──────── Records for the exercise
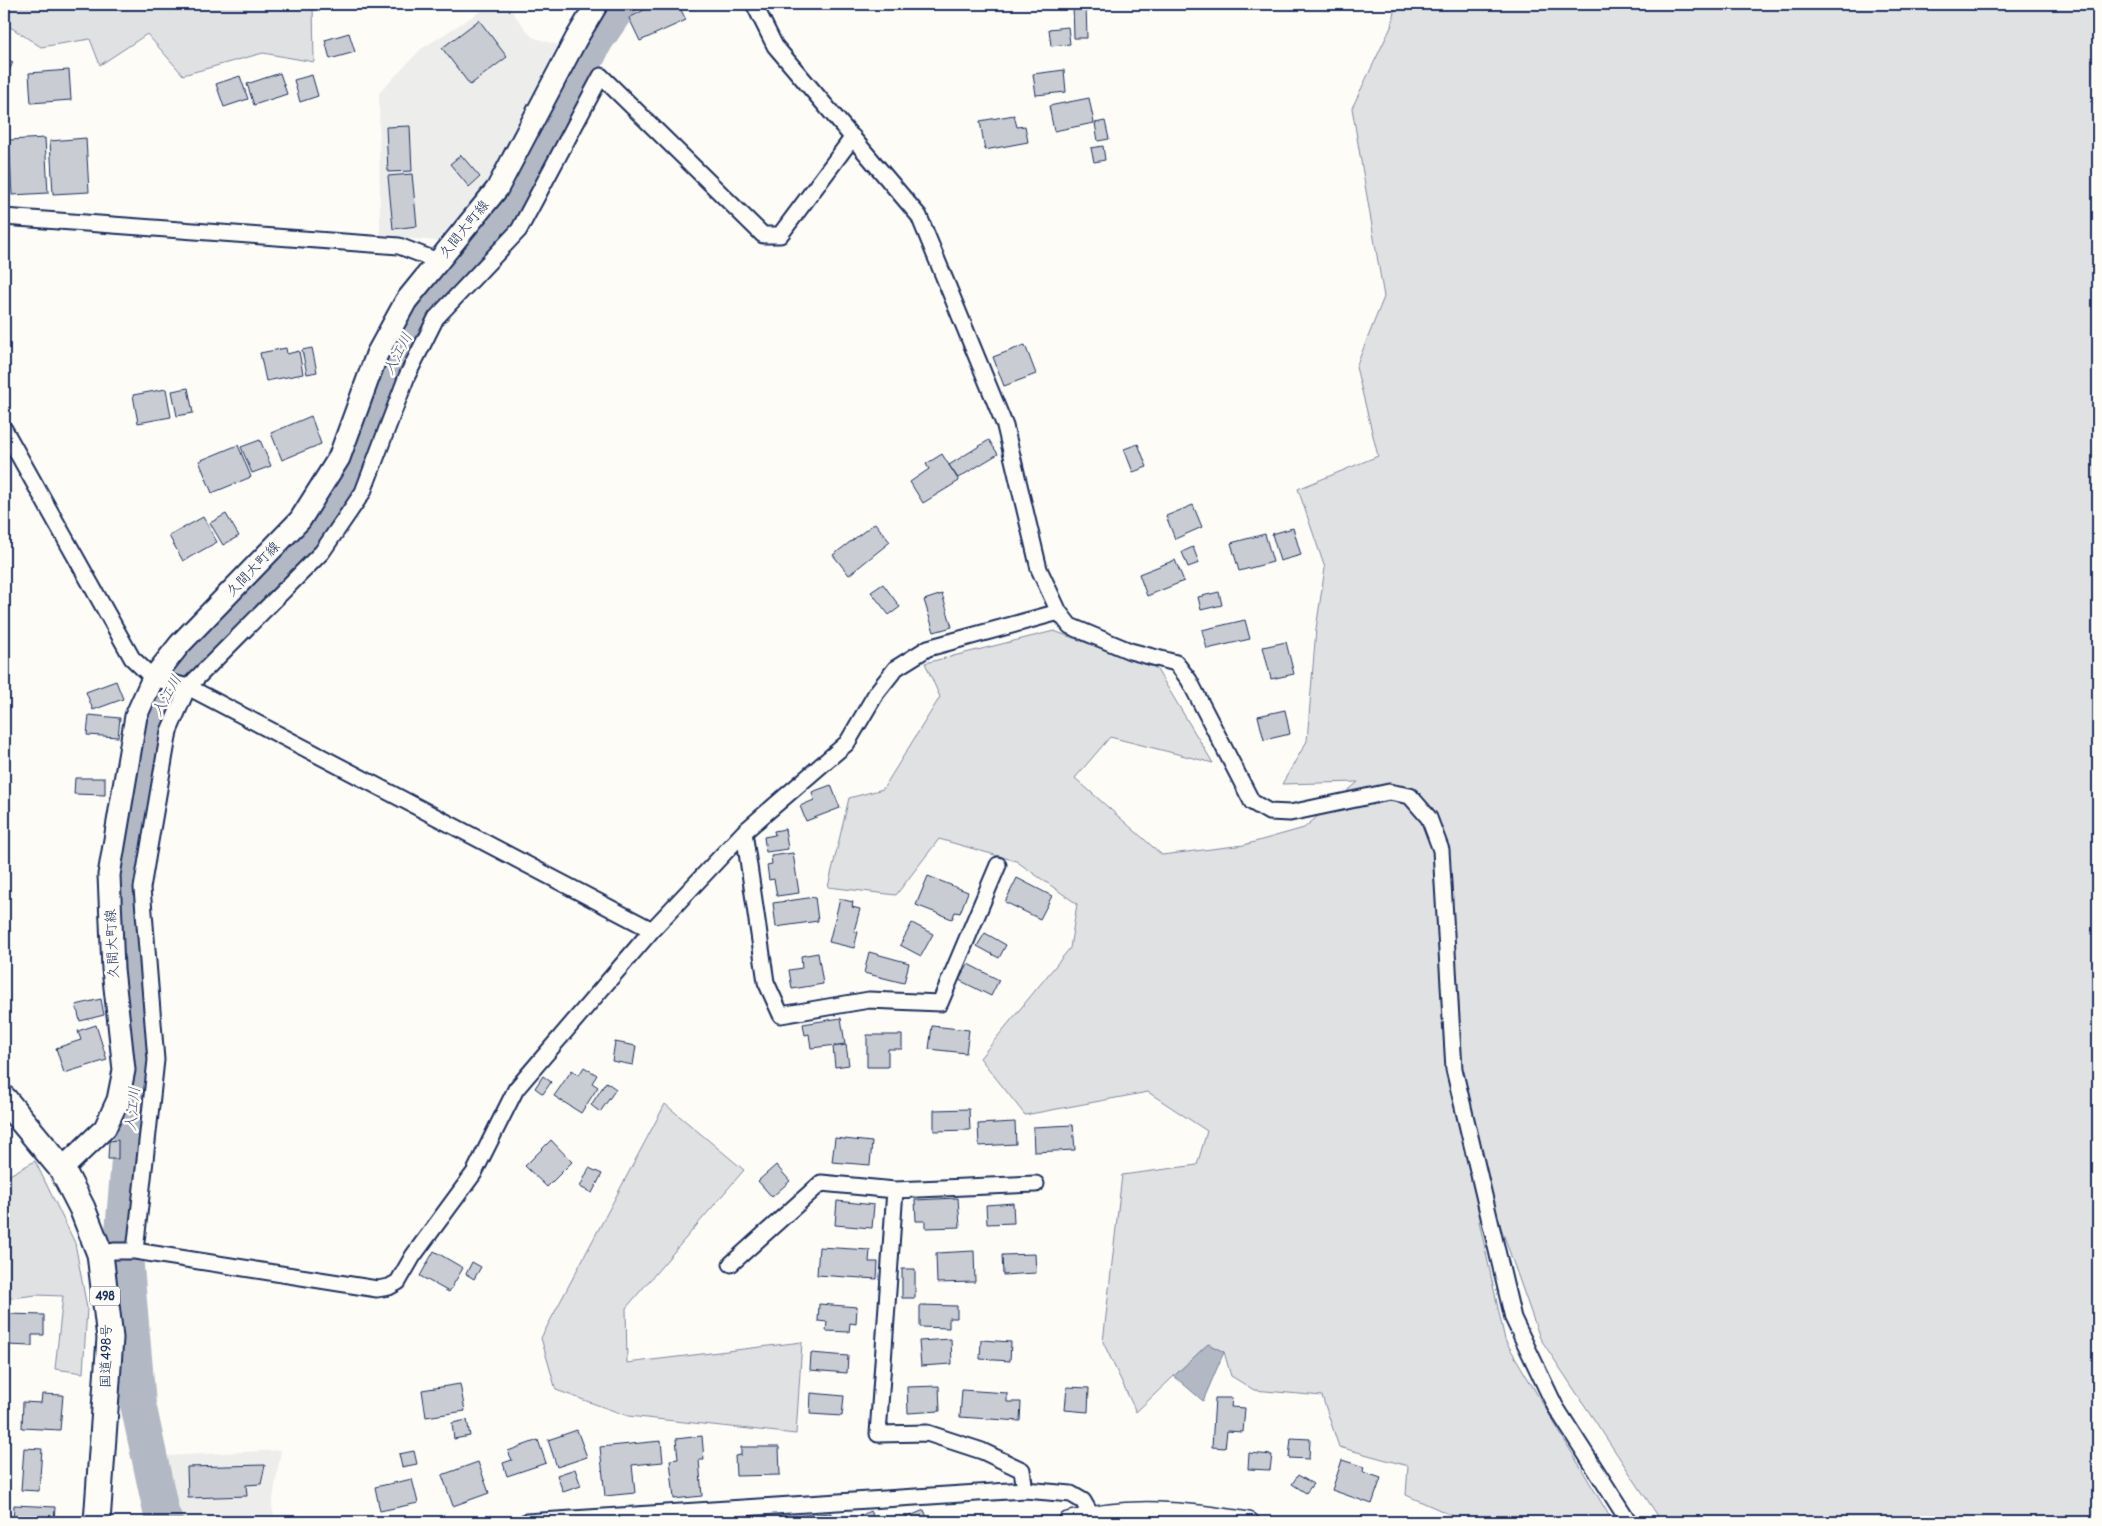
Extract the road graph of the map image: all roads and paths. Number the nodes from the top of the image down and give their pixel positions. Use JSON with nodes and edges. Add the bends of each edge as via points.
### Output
{"nodes":[{"id":1,"x":597,"y":4,"type":"edge"},
{"id":2,"x":754,"y":4,"type":"edge"},
{"id":3,"x":853,"y":137,"type":"junction"},
{"id":4,"x":4,"y":217,"type":"edge"},
{"id":5,"x":438,"y":261,"type":"junction"},
{"id":6,"x":4,"y":429,"type":"edge"},
{"id":7,"x":1059,"y":612,"type":"junction"},
{"id":8,"x":153,"y":678,"type":"junction"},
{"id":9,"x":188,"y":687,"type":"junction"},
{"id":10,"x":744,"y":832,"type":"junction"},
{"id":11,"x":998,"y":865,"type":"dead end"},
{"id":12,"x":652,"y":930,"type":"junction"},
{"id":13,"x":4,"y":1099,"type":"edge"},
{"id":14,"x":62,"y":1169,"type":"junction"},
{"id":15,"x":1036,"y":1184,"type":"dead end"},
{"id":16,"x":895,"y":1190,"type":"junction"},
{"id":17,"x":135,"y":1251,"type":"junction"},
{"id":18,"x":107,"y":1252,"type":"junction"},
{"id":19,"x":731,"y":1264,"type":"dead end"},
{"id":20,"x":1025,"y":1490,"type":"junction"},
{"id":21,"x":1091,"y":1515,"type":"junction"},
{"id":22,"x":97,"y":1522,"type":"edge"},
{"id":23,"x":526,"y":1522,"type":"edge"},
{"id":24,"x":1068,"y":1522,"type":"edge"},
{"id":25,"x":1249,"y":1522,"type":"edge"},
{"id":26,"x":1629,"y":1522,"type":"edge"}],
"edges":[{"from":1,"to":5,"type":"main road","name":"久間大町線","via":[[497,189]]},
{"from":2,"to":3,"type":"street","via":[[775,46]]},
{"from":3,"to":7,"type":"street","via":[[919,216],[946,277],[1005,426],[1039,569]]},
{"from":3,"to":9,"type":"street","via":[[780,235],[763,235],[602,76],[519,230],[436,318],[407,376],[363,492],[322,552]]},
{"from":4,"to":5,"type":"street","via":[[399,246]]},
{"from":5,"to":8,"type":"main road","name":"久間大町線","via":[[406,301],[377,354],[339,458],[300,520],[180,644]]},
{"from":6,"to":8,"type":"street","via":[[132,658]]},
{"from":7,"to":10,"type":"street","via":[[928,648],[896,668],[877,692],[847,743]]},
{"from":7,"to":26,"type":"street","via":[[1070,626],[1130,651],[1176,663],[1189,680],[1252,802],[1268,812],[1290,813],[1388,792],[1410,796],[1429,818],[1441,850],[1454,1069],[1513,1318],[1554,1406]]},
{"from":8,"to":9,"type":"street"},
{"from":8,"to":14,"type":"main road","name":"久間大町線","via":[[136,716],[109,875],[113,969],[124,1070],[118,1100],[105,1128]]},
{"from":9,"to":12,"type":"street"},
{"from":9,"to":17,"type":"street","via":[[169,731],[142,888],[156,1060]]},
{"from":10,"to":11,"type":"street","via":[[766,982],[781,1015],[869,1000],[940,1003]]},
{"from":10,"to":12,"type":"street"},
{"from":12,"to":17,"type":"street","via":[[516,1089],[474,1173],[413,1256],[398,1282],[377,1288]]},
{"from":13,"to":14,"type":"highway","name":"国道498号","number":"498"},
{"from":14,"to":18,"type":"highway","name":"国道498号","number":"498"},
{"from":15,"to":16,"type":"street"},
{"from":16,"to":19,"type":"street","via":[[821,1183]]},
{"from":16,"to":20,"type":"street","via":[[878,1434],[927,1433],[982,1452],[1022,1470]]},
{"from":17,"to":18,"type":"street"},
{"from":18,"to":22,"type":"highway","name":"国道498号","number":"498","via":[[110,1338]]},
{"from":20,"to":21,"type":"street","via":[[1071,1494],[1083,1501]]},
{"from":20,"to":23,"type":"street"},
{"from":21,"to":24,"type":"street"},
{"from":21,"to":25,"type":"street","via":[[1198,1513]]}]}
────────────────
*Exercise instructions:*
In the copy, no picture may appear; the records themselves must be output exactly.

*Written solution:*
Extract the road graph of the map image: all roads and paths. Number the nodes from the top of the image down and give their pixel positions. Use JSON with nodes and edges. Add the bends of each edge as via points.
### Output
{"nodes":[{"id":1,"x":597,"y":4,"type":"edge"},
{"id":2,"x":754,"y":4,"type":"edge"},
{"id":3,"x":853,"y":137,"type":"junction"},
{"id":4,"x":4,"y":217,"type":"edge"},
{"id":5,"x":438,"y":261,"type":"junction"},
{"id":6,"x":4,"y":429,"type":"edge"},
{"id":7,"x":1059,"y":612,"type":"junction"},
{"id":8,"x":153,"y":678,"type":"junction"},
{"id":9,"x":188,"y":687,"type":"junction"},
{"id":10,"x":744,"y":832,"type":"junction"},
{"id":11,"x":998,"y":865,"type":"dead end"},
{"id":12,"x":652,"y":930,"type":"junction"},
{"id":13,"x":4,"y":1099,"type":"edge"},
{"id":14,"x":62,"y":1169,"type":"junction"},
{"id":15,"x":1036,"y":1184,"type":"dead end"},
{"id":16,"x":895,"y":1190,"type":"junction"},
{"id":17,"x":135,"y":1251,"type":"junction"},
{"id":18,"x":107,"y":1252,"type":"junction"},
{"id":19,"x":731,"y":1264,"type":"dead end"},
{"id":20,"x":1025,"y":1490,"type":"junction"},
{"id":21,"x":1091,"y":1515,"type":"junction"},
{"id":22,"x":97,"y":1522,"type":"edge"},
{"id":23,"x":526,"y":1522,"type":"edge"},
{"id":24,"x":1068,"y":1522,"type":"edge"},
{"id":25,"x":1249,"y":1522,"type":"edge"},
{"id":26,"x":1629,"y":1522,"type":"edge"}],
"edges":[{"from":1,"to":5,"type":"main road","name":"久間大町線","via":[[497,189]]},
{"from":2,"to":3,"type":"street","via":[[775,46]]},
{"from":3,"to":7,"type":"street","via":[[919,216],[946,277],[1005,426],[1039,569]]},
{"from":3,"to":9,"type":"street","via":[[780,235],[763,235],[602,76],[519,230],[436,318],[407,376],[363,492],[322,552]]},
{"from":4,"to":5,"type":"street","via":[[399,246]]},
{"from":5,"to":8,"type":"main road","name":"久間大町線","via":[[406,301],[377,354],[339,458],[300,520],[180,644]]},
{"from":6,"to":8,"type":"street","via":[[132,658]]},
{"from":7,"to":10,"type":"street","via":[[928,648],[896,668],[877,692],[847,743]]},
{"from":7,"to":26,"type":"street","via":[[1070,626],[1130,651],[1176,663],[1189,680],[1252,802],[1268,812],[1290,813],[1388,792],[1410,796],[1429,818],[1441,850],[1454,1069],[1513,1318],[1554,1406]]},
{"from":8,"to":9,"type":"street"},
{"from":8,"to":14,"type":"main road","name":"久間大町線","via":[[136,716],[109,875],[113,969],[124,1070],[118,1100],[105,1128]]},
{"from":9,"to":12,"type":"street"},
{"from":9,"to":17,"type":"street","via":[[169,731],[142,888],[156,1060]]},
{"from":10,"to":11,"type":"street","via":[[766,982],[781,1015],[869,1000],[940,1003]]},
{"from":10,"to":12,"type":"street"},
{"from":12,"to":17,"type":"street","via":[[516,1089],[474,1173],[413,1256],[398,1282],[377,1288]]},
{"from":13,"to":14,"type":"highway","name":"国道498号","number":"498"},
{"from":14,"to":18,"type":"highway","name":"国道498号","number":"498"},
{"from":15,"to":16,"type":"street"},
{"from":16,"to":19,"type":"street","via":[[821,1183]]},
{"from":16,"to":20,"type":"street","via":[[878,1434],[927,1433],[982,1452],[1022,1470]]},
{"from":17,"to":18,"type":"street"},
{"from":18,"to":22,"type":"highway","name":"国道498号","number":"498","via":[[110,1338]]},
{"from":20,"to":21,"type":"street","via":[[1071,1494],[1083,1501]]},
{"from":20,"to":23,"type":"street"},
{"from":21,"to":24,"type":"street"},
{"from":21,"to":25,"type":"street","via":[[1198,1513]]}]}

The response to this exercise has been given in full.